Long trailing skirts in demure and muted tones always make me think of Victorian stemming trends such as steam punk; especially with the little addition of ruffles at the end of this trailing maxi skirt. Even though it's constructed from many differently shaped panels that distort the large spotted print the end result is still a skirt and a magnificent building block for many a potential outfit. I'm pretty jealous of people who can afford to wear sweaters all year round if they so choose and I would probably try to wear a skirt like this with my collection of jumpers, as well as vintage tops and pretty blouses. The leather harness at the top does make a bold statement about the shoulders like a reinvigorated female David Bowie without the lightning bolt makeup and the matching belt is cute too.
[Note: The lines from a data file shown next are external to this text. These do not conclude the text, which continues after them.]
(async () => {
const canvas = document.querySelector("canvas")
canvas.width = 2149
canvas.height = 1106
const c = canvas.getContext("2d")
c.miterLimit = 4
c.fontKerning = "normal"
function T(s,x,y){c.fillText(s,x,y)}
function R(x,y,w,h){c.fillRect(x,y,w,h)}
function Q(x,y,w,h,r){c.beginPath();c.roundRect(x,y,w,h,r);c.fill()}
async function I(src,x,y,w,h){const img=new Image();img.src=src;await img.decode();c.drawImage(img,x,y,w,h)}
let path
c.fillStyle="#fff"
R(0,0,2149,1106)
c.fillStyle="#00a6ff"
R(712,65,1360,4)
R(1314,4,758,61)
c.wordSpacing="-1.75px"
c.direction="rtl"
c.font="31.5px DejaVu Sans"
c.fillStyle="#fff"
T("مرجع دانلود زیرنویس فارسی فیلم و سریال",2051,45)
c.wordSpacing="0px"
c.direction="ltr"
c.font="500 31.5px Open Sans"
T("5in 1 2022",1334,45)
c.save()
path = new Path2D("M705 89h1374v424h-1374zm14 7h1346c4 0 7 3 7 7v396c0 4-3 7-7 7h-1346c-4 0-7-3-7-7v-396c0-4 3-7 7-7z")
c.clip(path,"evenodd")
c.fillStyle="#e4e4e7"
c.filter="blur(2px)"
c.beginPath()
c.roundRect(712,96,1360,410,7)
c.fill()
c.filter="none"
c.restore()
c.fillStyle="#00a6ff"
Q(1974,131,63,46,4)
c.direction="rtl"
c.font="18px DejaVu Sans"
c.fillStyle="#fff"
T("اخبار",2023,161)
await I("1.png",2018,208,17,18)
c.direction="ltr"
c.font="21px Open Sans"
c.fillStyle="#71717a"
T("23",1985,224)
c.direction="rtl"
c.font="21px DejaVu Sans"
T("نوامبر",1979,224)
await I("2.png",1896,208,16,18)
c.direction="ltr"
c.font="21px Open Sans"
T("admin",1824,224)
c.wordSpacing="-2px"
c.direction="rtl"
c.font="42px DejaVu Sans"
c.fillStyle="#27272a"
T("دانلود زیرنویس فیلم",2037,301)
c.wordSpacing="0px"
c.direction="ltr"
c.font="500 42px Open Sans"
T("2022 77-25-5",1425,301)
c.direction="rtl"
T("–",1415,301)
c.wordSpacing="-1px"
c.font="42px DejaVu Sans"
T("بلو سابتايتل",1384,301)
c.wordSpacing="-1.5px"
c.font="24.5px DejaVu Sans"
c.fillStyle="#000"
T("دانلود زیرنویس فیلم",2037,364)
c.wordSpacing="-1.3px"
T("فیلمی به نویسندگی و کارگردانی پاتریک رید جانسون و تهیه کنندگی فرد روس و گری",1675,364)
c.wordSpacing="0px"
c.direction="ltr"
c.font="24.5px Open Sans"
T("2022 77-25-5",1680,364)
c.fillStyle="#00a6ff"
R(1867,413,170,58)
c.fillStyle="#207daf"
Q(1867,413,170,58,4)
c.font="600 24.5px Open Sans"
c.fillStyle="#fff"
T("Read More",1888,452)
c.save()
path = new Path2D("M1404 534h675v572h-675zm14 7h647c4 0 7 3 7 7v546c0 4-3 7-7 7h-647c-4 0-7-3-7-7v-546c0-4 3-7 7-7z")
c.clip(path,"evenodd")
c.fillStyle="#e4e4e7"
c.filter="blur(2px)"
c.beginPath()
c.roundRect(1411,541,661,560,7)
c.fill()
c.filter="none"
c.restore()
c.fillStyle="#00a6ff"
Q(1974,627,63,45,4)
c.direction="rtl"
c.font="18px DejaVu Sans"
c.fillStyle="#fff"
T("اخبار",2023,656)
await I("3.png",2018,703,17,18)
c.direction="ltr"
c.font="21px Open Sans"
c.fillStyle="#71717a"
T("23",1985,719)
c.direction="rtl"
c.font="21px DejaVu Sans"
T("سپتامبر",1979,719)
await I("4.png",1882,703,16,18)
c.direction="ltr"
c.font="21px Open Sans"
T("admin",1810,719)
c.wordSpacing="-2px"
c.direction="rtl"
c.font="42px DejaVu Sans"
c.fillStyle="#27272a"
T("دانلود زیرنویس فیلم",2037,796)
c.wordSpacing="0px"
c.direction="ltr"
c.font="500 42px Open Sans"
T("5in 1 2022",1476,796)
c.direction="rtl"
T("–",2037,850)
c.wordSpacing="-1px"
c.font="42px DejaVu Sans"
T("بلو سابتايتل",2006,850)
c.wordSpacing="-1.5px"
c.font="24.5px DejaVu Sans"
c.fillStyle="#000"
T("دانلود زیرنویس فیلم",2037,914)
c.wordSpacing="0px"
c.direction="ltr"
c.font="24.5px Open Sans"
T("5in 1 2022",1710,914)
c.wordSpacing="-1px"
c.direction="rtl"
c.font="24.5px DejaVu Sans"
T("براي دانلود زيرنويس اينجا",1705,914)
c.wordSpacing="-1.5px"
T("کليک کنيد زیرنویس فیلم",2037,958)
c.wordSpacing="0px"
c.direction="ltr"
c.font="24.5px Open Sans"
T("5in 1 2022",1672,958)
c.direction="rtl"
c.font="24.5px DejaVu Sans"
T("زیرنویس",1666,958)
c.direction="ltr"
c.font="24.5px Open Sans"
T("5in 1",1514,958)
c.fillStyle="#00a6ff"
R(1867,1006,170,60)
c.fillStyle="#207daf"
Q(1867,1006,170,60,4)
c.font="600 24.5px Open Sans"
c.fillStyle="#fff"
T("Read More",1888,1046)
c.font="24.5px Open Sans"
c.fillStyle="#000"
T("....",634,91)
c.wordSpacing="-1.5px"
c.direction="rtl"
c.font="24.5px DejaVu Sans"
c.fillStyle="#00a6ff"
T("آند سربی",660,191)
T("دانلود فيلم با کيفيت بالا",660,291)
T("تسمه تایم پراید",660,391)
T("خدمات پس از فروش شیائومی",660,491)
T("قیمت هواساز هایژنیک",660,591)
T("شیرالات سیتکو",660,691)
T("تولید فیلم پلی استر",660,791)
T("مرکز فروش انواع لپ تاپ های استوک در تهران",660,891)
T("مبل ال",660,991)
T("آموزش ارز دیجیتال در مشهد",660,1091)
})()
I admire fashion bloggers or indeed the busy people behind the scenes on runway shoes such as these that work through the fiddly buckles and finer details of accessories tirelessly to complete an outfit. Kudos.
It's beginning to look a lot... like... Christmas. If there's one thing I do like it's a good excuse to wear red and white throughout the year festively but still in a strange and unusual way. I have a strange feeling that something like this worn during that blissful month of December may garner many nicknames shared with famous reindeer of Santa's sleigh, but at least you can't be accused of being a Grinch at this time of year. I sort of fantasise about the black leather harnesses more than the red myself since they could be smothered in small roses made from ribbons, attached safely by a hot glue gun but then again the red does present a more crisp and challenging piece to work with. In the last few weeks I've sort of flipped between adoring pastels and stark red with denim and white thrown into the mix so an accessory as bold and brash as this would be good for my more rare, amorous red-loving moments.